Другое небо
Шрифт:
* * *
Посмотри на кровавые роды дня, в-о-о-н она в небе, твоя родня, собралась толпой и хлопочет. Облака, облака, облака пелён. Посмотри: в крови новый день рожден, и умрет в крови этой ночью.
Ты глаза открыл, а восток горит. Горизонт огнем во всю даль изрыт, и вода, и дома, и холмы пылают, и сирены воют. Пора вставать, кровь восхода с пастой зубной жевать и горячим захлебывать чаем.
Новый день такой же, как был вчера. Голубая висит над тобой гора, а вокруг из багрового кирпича ущелье. Ты нырни поглубже, войди в сабвей, в электрический ад, где полно людей, озабоченных странников подземелья.
Вот метут из туннеля стальной пургой. Ты уже в вагоне одной ногой, а другой - отпустил платформу.

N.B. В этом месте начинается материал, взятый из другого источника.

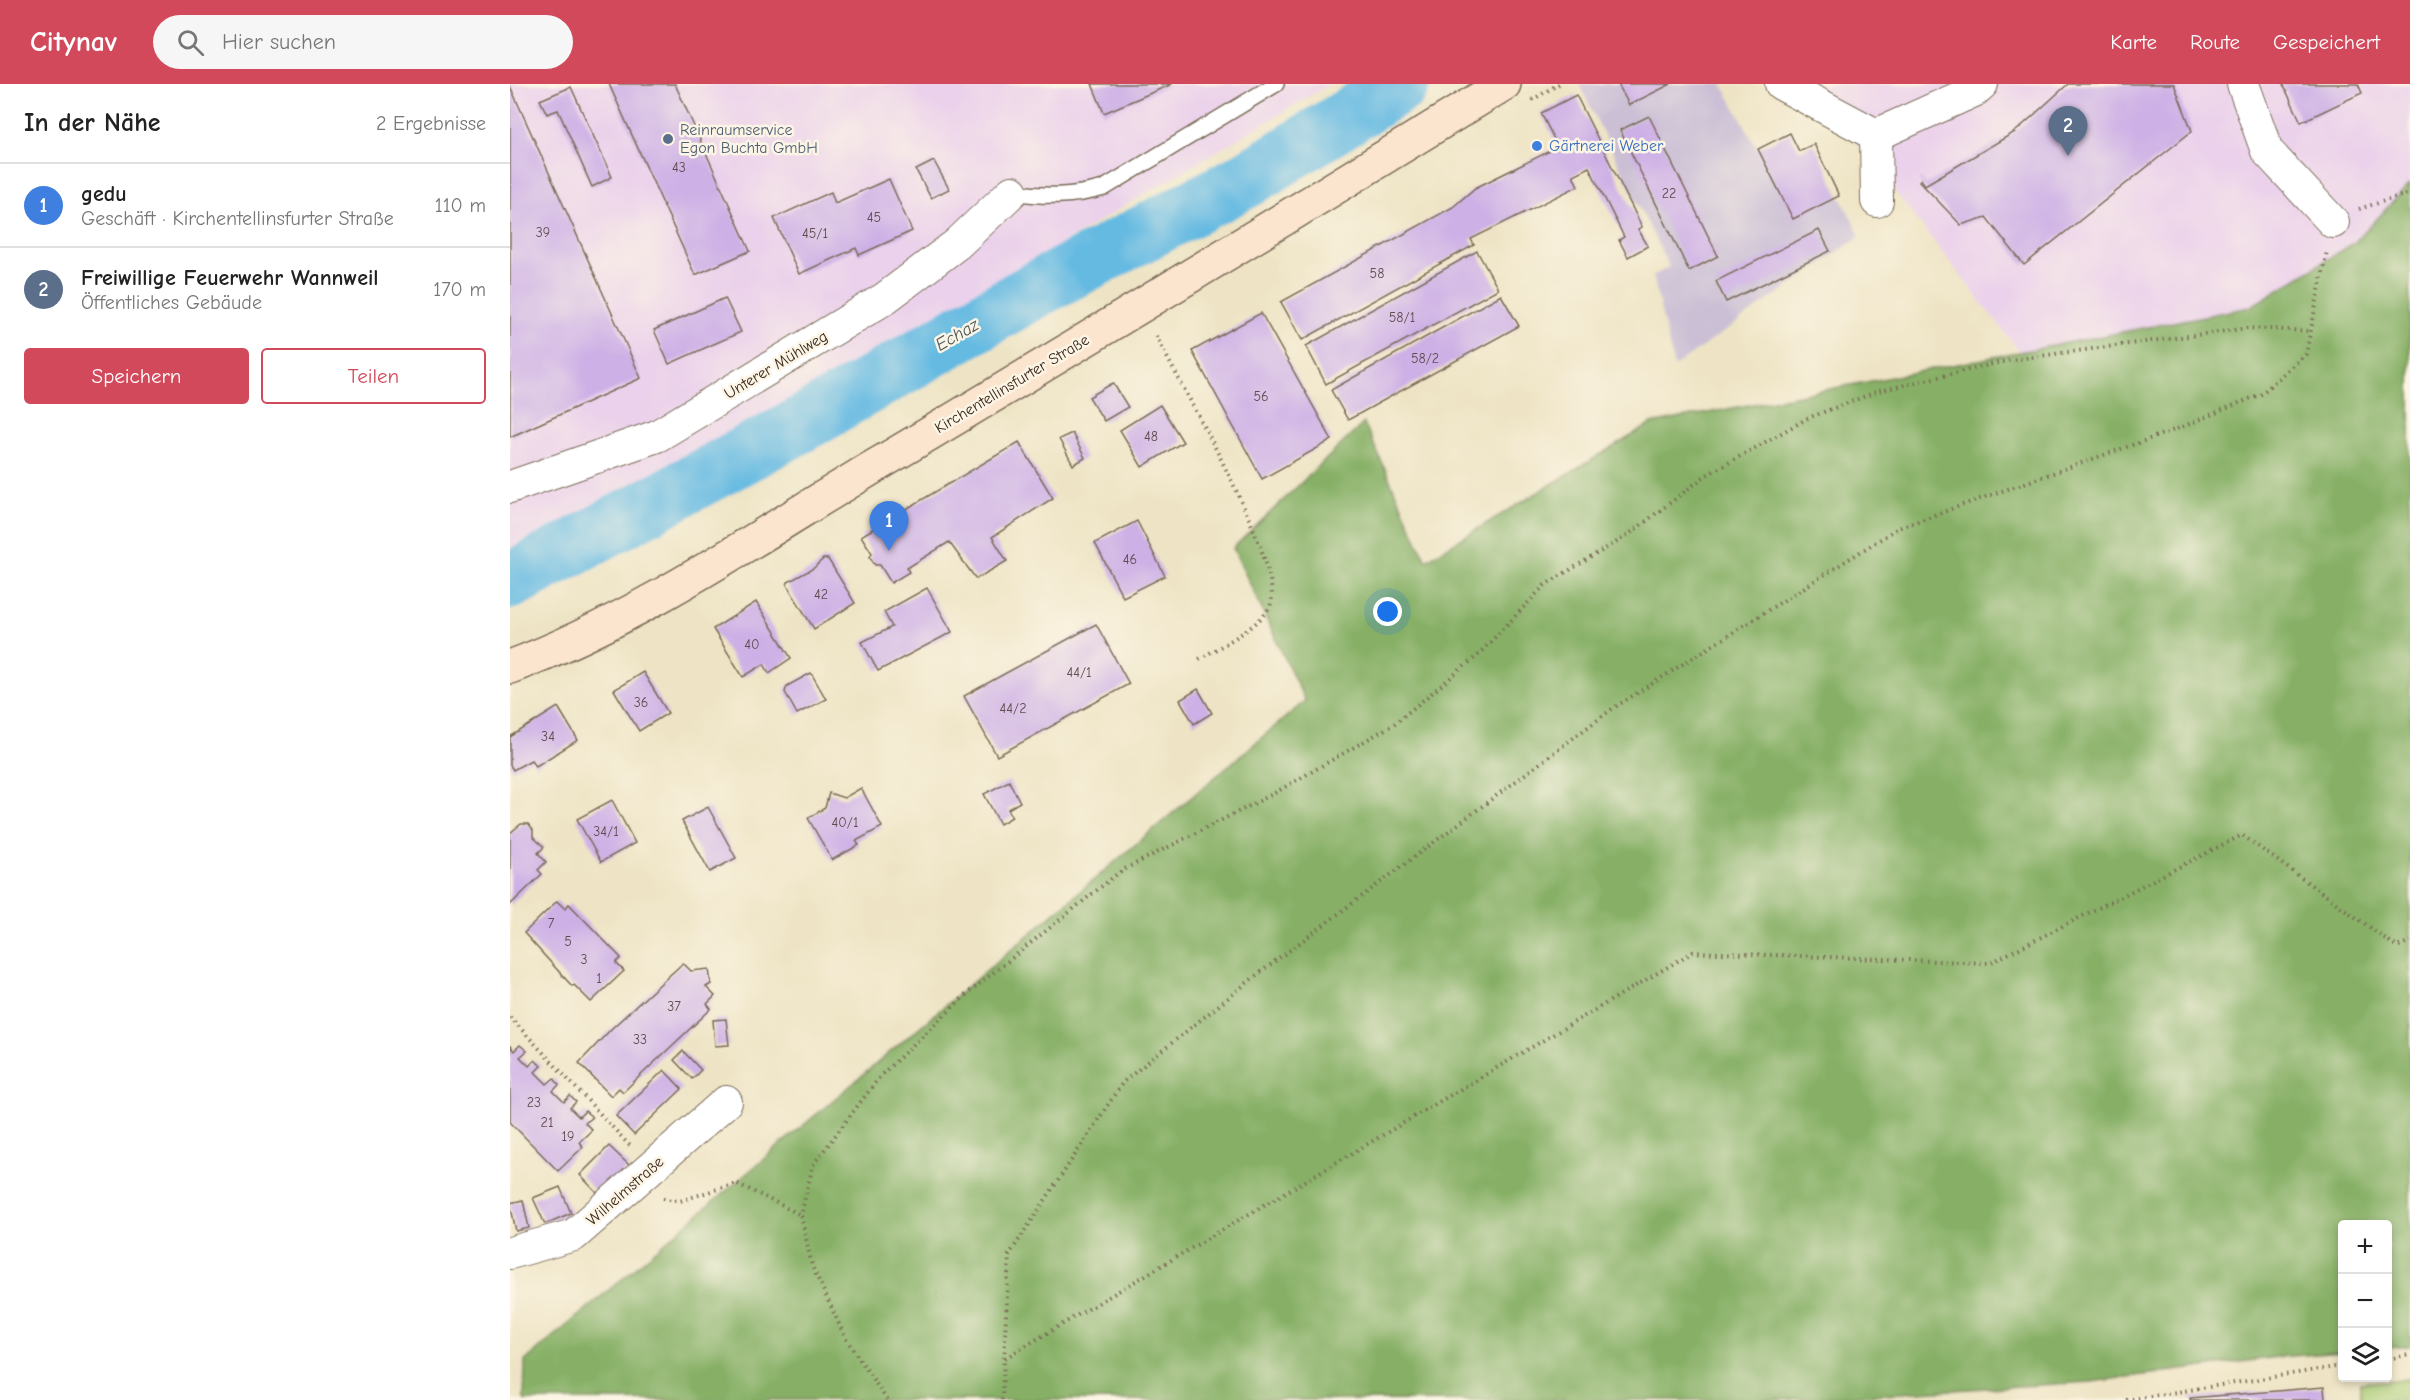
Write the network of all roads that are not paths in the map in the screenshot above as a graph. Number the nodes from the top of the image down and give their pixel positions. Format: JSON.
{"nodes":[{"id":1,"x":1276,"y":84,"type":"edge"},
{"id":2,"x":1504,"y":84,"type":"edge"},
{"id":3,"x":1781,"y":84,"type":"edge"},
{"id":4,"x":1982,"y":84,"type":"edge"},
{"id":5,"x":2243,"y":84,"type":"edge"},
{"id":6,"x":1876,"y":135,"type":"junction"},
{"id":7,"x":1012,"y":192,"type":"joint"},
{"id":8,"x":1877,"y":201,"type":"dead end"},
{"id":9,"x":2333,"y":222,"type":"road end"},
{"id":10,"x":510,"y":487,"type":"edge"},
{"id":11,"x":510,"y":667,"type":"edge"},
{"id":12,"x":726,"y":1102,"type":"dead end"},
{"id":13,"x":510,"y":1253,"type":"edge"}],
"edges":[{"from":1,"to":7,"type":"lane"},
{"from":2,"to":11,"type":"main road","name":"Kirchentellinsfurter Straße"},
{"from":3,"to":6,"type":"street"},
{"from":4,"to":6,"type":"street"},
{"from":5,"to":9,"type":"street"},
{"from":6,"to":8,"type":"street"},
{"from":7,"to":10,"type":"street","name":"Unterer Mühlweg"},
{"from":12,"to":13,"type":"street","name":"Wilhelmstraße"}]}
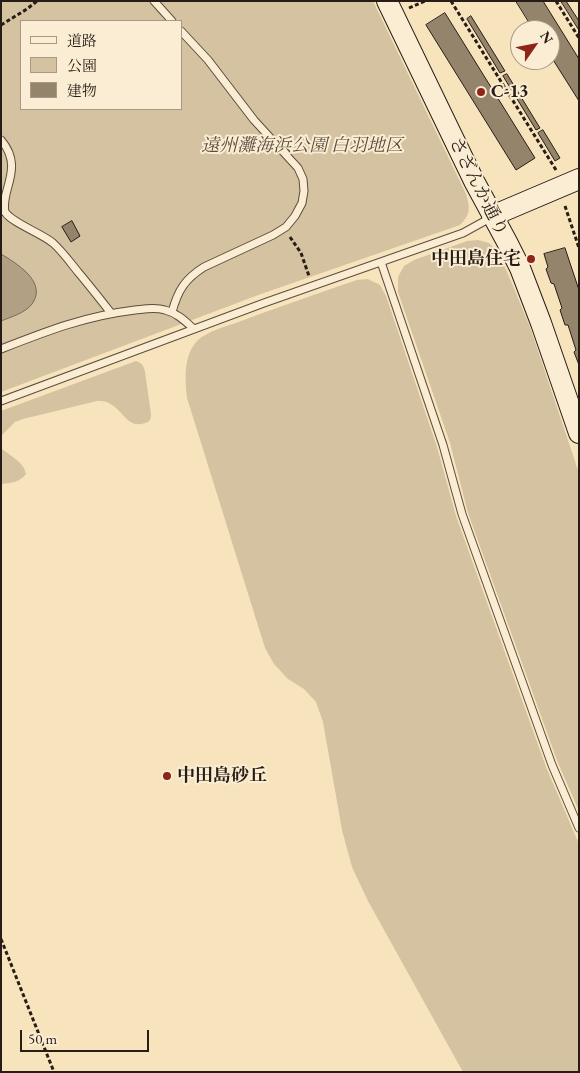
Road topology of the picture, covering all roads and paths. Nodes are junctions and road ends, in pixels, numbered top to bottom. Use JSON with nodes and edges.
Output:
{"nodes":[{"id":1,"x":37,"y":1,"type":"edge"},
{"id":2,"x":154,"y":1,"type":"edge"},
{"id":3,"x":425,"y":1,"type":"edge"},
{"id":4,"x":451,"y":1,"type":"edge"},
{"id":5,"x":556,"y":1,"type":"edge"},
{"id":6,"x":396,"y":6,"type":"edge"},
{"id":7,"x":171,"y":20,"type":"edge"},
{"id":8,"x":1,"y":25,"type":"edge"},
{"id":9,"x":182,"y":31,"type":"edge"},
{"id":10,"x":579,"y":38,"type":"edge"},
{"id":11,"x":1,"y":140,"type":"edge"},
{"id":12,"x":556,"y":171,"type":"dead end"},
{"id":13,"x":579,"y":179,"type":"edge"},
{"id":14,"x":565,"y":206,"type":"dead end"},
{"id":15,"x":492,"y":216,"type":"junction"},
{"id":16,"x":283,"y":229,"type":"junction"},
{"id":17,"x":579,"y":248,"type":"edge"},
{"id":18,"x":381,"y":262,"type":"junction"},
{"id":19,"x":313,"y":286,"type":"junction"},
{"id":20,"x":172,"y":312,"type":"junction"},
{"id":21,"x":112,"y":313,"type":"junction"},
{"id":22,"x":194,"y":329,"type":"junction"},
{"id":23,"x":1,"y":349,"type":"edge"},
{"id":24,"x":1,"y":401,"type":"edge"},
{"id":25,"x":579,"y":433,"type":"edge"},
{"id":26,"x":579,"y":828,"type":"edge"},
{"id":27,"x":1,"y":939,"type":"edge"},
{"id":28,"x":54,"y":1072,"type":"edge"}],
"edges":[{"from":1,"to":8,"type":"path"},
{"from":2,"to":7,"type":"lane"},
{"from":3,"to":6,"type":"path"},
{"from":4,"to":12,"type":"path"},
{"from":5,"to":10,"type":"path"},
{"from":6,"to":15,"type":"street","name":"さざんか通り"},
{"from":9,"to":16,"type":"lane"},
{"from":11,"to":21,"type":"lane"},
{"from":13,"to":15,"type":"street"},
{"from":14,"to":17,"type":"path"},
{"from":15,"to":18,"type":"lane"},
{"from":15,"to":25,"type":"street","name":"さざんか通り"},
{"from":16,"to":19,"type":"path"},
{"from":16,"to":20,"type":"lane"},
{"from":18,"to":19,"type":"lane"},
{"from":18,"to":26,"type":"lane"},
{"from":19,"to":22,"type":"lane"},
{"from":20,"to":21,"type":"lane"},
{"from":20,"to":22,"type":"lane"},
{"from":21,"to":23,"type":"lane"},
{"from":22,"to":24,"type":"lane"},
{"from":27,"to":28,"type":"path"}]}
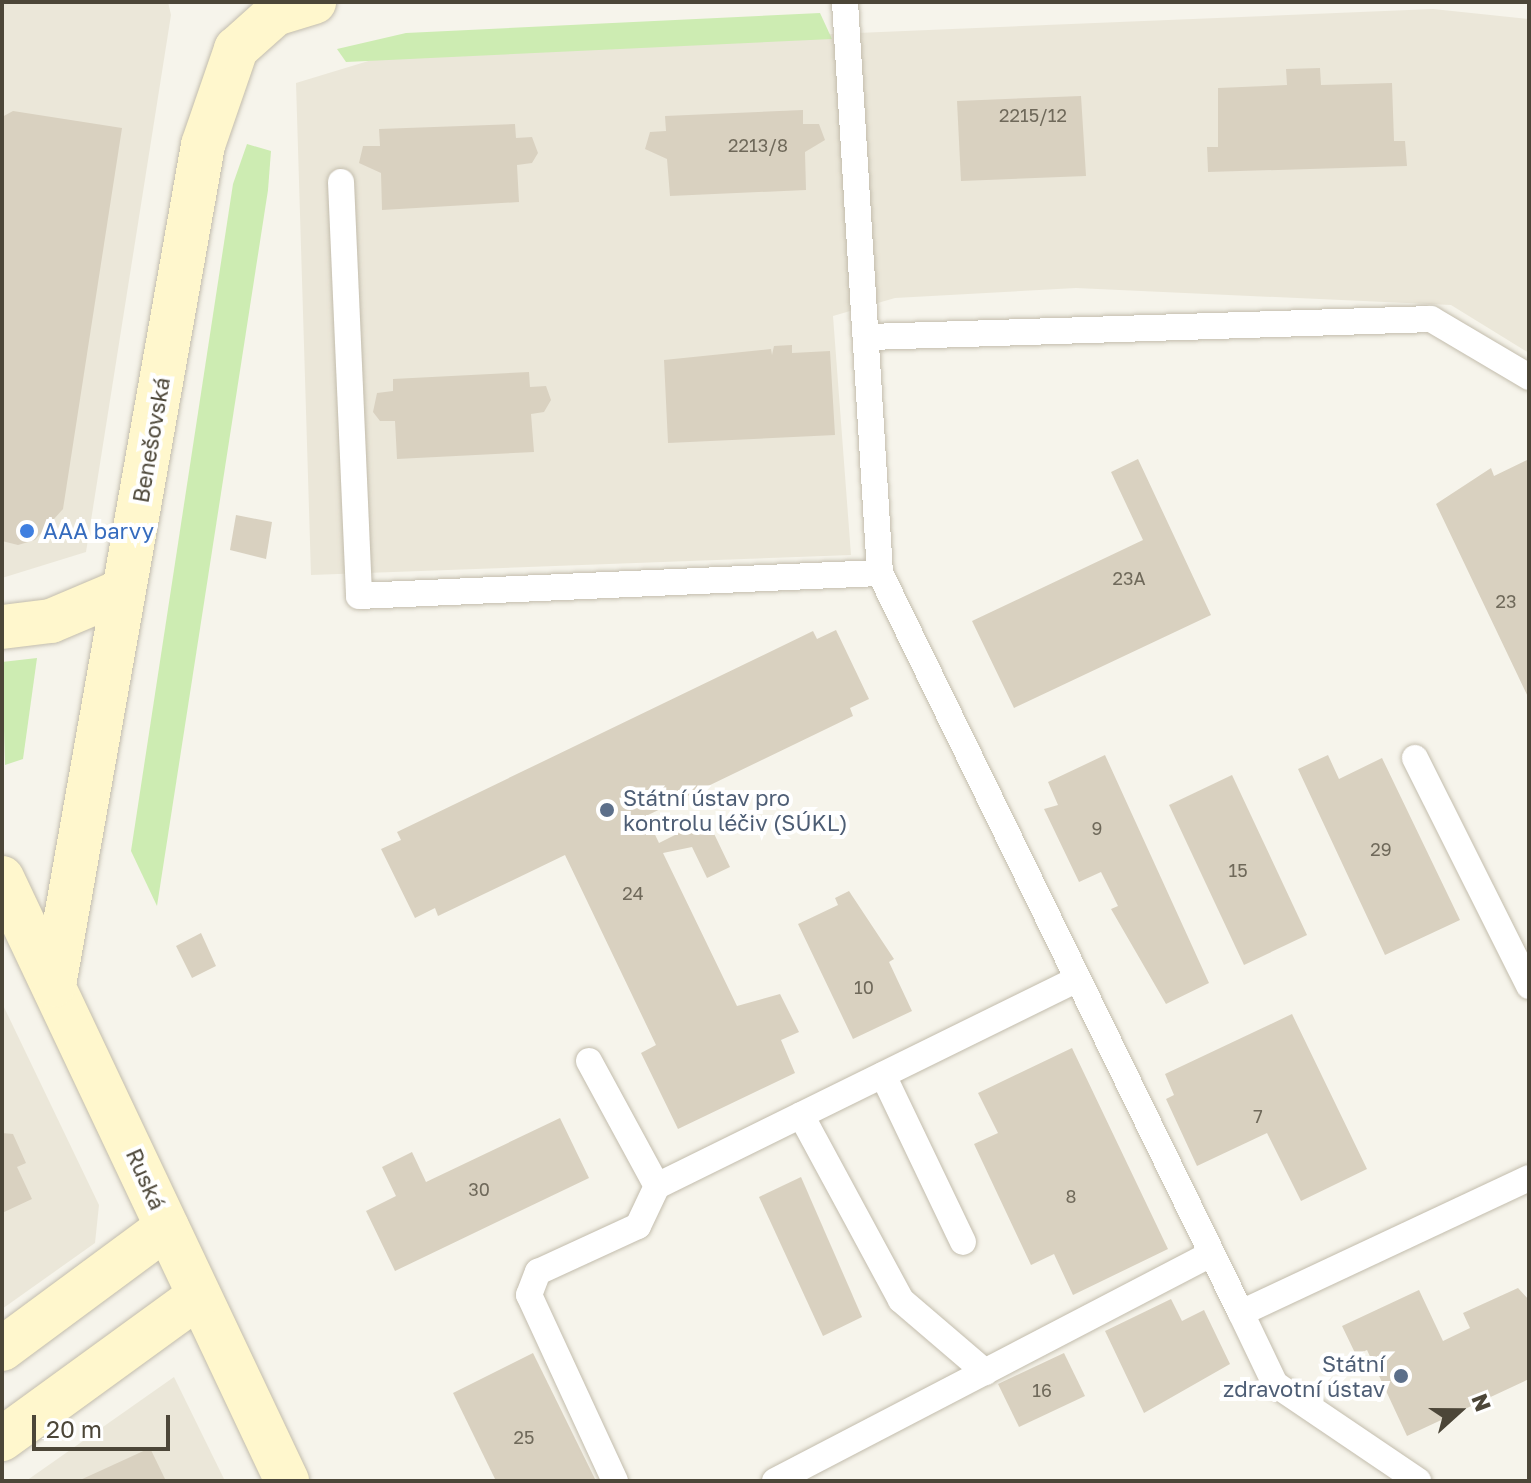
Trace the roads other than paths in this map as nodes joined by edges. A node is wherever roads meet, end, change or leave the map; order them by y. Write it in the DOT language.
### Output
graph roads {
  1 [pos="314,2"];
  2 [pos="845,2"];
  3 [pos="249,15"];
  4 [pos="341,182"];
  5 [pos="869,337"];
  6 [pos="1529,377"];
  7 [pos="880,573"];
  8 [pos="124,590"];
  9 [pos="2,627"];
  10 [pos="1415,758"];
  11 [pos="2,878"];
  12 [pos="1078,979"];
  13 [pos="54,985"];
  14 [pos="1529,986"];
  15 [pos="589,1061"];
  16 [pos="883,1075"];
  17 [pos="801,1115"];
  18 [pos="1529,1178"];
  19 [pos="657,1186"];
  20 [pos="167,1227"];
  21 [pos="963,1242"];
  22 [pos="1211,1254"];
  23 [pos="199,1296"];
  24 [pos="1241,1313"];
  25 [pos="2,1349"];
  26 [pos="985,1372"];
  27 [pos="2,1439"];
  28 [pos="287,1481"];
  29 [pos="615,1481"];
  30 [pos="775,1481"];
  31 [pos="1418,1481"];
  1 -- 3 [label="main road"];
  2 -- 5 [label="lane"];
  3 -- 8 [label="main road, Benešovská"];
  4 -- 7 [label="lane"];
  5 -- 6 [label="lane"];
  5 -- 7 [label="lane"];
  7 -- 12 [label="lane"];
  8 -- 9 [label="main road"];
  8 -- 13 [label="main road, Benešovská"];
  10 -- 14 [label="lane"];
  11 -- 13 [label="main road, Ruská"];
  12 -- 16 [label="lane"];
  12 -- 22 [label="lane"];
  13 -- 20 [label="main road, Ruská"];
  15 -- 19 [label="lane"];
  16 -- 17 [label="lane"];
  16 -- 21 [label="lane"];
  17 -- 19 [label="lane"];
  17 -- 26 [label="lane"];
  18 -- 24 [label="lane"];
  19 -- 29 [label="lane"];
  20 -- 23 [label="main road, Ruská"];
  20 -- 25 [label="main road"];
  22 -- 24 [label="lane"];
  22 -- 26 [label="lane"];
  23 -- 27 [label="main road"];
  23 -- 28 [label="main road, Ruská"];
  24 -- 31 [label="lane"];
  26 -- 30 [label="lane"];
}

Ту, что видел, кровь - впиталась в часы, а в родильных домах - сбежала в тазы, и рожалое небо приходит в норму.
* * *
Я возвращаюсь к себе, строя слова по порядку. Это ответ на семь бед: рифма - сознанья оглядка. Так вот Синдбад-мореход сказкой волшебной отчаливал, ветер забрал в оборот клеткой грудной и плечами.
Вот мои сотни кают, где я живу и где лягу. Даром дышать не дают, я подгребаю бумагу. Дивная качка в перстах - денный поход на отчаянье. Все морячки на постах (нервные окончания).
Так развернись, горизонт, белый, да в крапину черную. Сколько ж запало там солнц в воду, повтором ученую. Хватит ее навсегда, долгой, от вечности выцветшей. Ну, расступайся, вода... солнца запавшие вытащим!
* * *
Далеко завели меня метафоры, предчувствия мои зловещие, горящими кострами табора в ночи, пронизанной созвездьями.
Я на небо смотрел, как мальчик маленький на вздыбленную гриву в цирке львиную, оно мерцало в глубине эмалевой невыразимо робкой сердцевиною.
Как будто в ночь ступило очертание фигуры женской с волосами льющимися, литанией, что звезды зачитали нам: сюда вернуться бы из под земли колючей!
Вот так из средостенья тела голого по гулкому объему ребер замкнутых раскачивает жизнь тишайший колокол, на каждом вдохе зависая заново.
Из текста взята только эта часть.